PROTOTYPE #1: Our first prototype has a positive pressure creating a current(blue) from the left box and pushing the xylene particles (orange) from the sample in the middle box that holds our E. Coli culture, producing our indicator protein. This was a plausible idea, as it would require fairly non-expensive materials and could be maintained by the average business person. However, we thought it could be more efficient in it's design, and so we kept looking for ideas.
PROTOTYPE #2: In a container, we combine our soil sample and our alginate beads, mix them around, and then sift out the beads. The beads produce our indicator protein from the contamination levels of the soil.

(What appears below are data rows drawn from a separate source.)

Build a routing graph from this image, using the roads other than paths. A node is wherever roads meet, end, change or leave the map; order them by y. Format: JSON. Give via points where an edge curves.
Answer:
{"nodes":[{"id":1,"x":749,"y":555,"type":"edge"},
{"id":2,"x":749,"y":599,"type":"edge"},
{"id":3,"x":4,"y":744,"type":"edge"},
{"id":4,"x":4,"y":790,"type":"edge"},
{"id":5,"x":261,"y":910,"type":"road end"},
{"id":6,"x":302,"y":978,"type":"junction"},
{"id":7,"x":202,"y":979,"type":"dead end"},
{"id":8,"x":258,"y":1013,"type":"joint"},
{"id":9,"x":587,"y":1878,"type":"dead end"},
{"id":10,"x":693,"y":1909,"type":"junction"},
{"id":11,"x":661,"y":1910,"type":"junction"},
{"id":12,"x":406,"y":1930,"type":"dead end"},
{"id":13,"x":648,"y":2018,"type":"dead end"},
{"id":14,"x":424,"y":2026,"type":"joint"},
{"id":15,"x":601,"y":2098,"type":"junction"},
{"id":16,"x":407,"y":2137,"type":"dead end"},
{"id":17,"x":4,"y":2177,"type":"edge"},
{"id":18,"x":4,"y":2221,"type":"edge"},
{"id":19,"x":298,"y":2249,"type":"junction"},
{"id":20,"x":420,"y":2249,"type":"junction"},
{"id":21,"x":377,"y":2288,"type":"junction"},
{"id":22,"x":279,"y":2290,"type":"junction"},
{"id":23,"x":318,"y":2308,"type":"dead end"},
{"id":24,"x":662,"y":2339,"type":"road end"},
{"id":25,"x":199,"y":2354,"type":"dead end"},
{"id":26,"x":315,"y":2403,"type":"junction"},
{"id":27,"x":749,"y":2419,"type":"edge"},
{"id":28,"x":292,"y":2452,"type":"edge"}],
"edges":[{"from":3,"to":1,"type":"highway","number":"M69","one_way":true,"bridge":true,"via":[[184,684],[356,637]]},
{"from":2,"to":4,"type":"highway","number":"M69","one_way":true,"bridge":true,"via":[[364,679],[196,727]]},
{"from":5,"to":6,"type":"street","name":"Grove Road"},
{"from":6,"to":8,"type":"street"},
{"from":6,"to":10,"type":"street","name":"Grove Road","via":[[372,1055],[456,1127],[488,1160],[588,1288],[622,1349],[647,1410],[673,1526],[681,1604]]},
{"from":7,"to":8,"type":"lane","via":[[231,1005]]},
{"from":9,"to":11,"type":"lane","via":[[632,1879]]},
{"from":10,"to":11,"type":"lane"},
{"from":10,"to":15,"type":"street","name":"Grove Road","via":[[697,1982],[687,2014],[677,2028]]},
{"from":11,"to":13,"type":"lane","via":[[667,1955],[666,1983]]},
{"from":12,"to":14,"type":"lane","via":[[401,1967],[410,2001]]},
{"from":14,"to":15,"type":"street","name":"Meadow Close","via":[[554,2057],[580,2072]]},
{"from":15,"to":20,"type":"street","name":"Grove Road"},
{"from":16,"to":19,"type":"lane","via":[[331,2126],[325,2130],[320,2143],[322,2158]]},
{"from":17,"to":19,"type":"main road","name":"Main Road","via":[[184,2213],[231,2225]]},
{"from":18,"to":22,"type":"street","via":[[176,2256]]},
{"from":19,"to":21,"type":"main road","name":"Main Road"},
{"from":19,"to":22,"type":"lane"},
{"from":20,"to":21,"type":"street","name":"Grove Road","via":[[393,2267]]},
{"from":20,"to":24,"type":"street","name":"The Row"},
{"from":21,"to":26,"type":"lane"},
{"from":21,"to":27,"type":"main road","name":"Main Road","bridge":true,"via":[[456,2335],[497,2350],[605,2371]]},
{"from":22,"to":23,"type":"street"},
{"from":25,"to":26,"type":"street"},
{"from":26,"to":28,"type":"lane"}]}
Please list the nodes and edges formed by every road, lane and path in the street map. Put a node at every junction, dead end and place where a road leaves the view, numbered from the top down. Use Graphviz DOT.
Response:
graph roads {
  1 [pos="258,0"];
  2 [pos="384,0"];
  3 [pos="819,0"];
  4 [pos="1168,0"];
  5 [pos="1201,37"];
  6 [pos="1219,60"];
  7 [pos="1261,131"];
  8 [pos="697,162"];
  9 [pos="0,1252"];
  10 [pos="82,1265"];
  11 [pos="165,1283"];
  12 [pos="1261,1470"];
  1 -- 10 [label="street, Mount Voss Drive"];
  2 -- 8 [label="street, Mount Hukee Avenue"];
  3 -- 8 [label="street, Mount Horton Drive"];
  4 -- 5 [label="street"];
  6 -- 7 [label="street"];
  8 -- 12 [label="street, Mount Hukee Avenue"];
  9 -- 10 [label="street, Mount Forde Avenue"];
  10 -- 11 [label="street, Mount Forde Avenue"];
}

This design was inspired by the Peking 2013 Team that used alginate encapsulation beads. Their reasoning and justification for using alginate beads stood out to us, as they stated that it was stable and inexpensive and easy to shape and manipulate. Upon further research into the use of these beads, we discovered that this prototype could be more efficient to use then our first prototype that required a few different pieces to the system. This revised prototype would also be easier for the average oil worker to use compared to the larger prototype.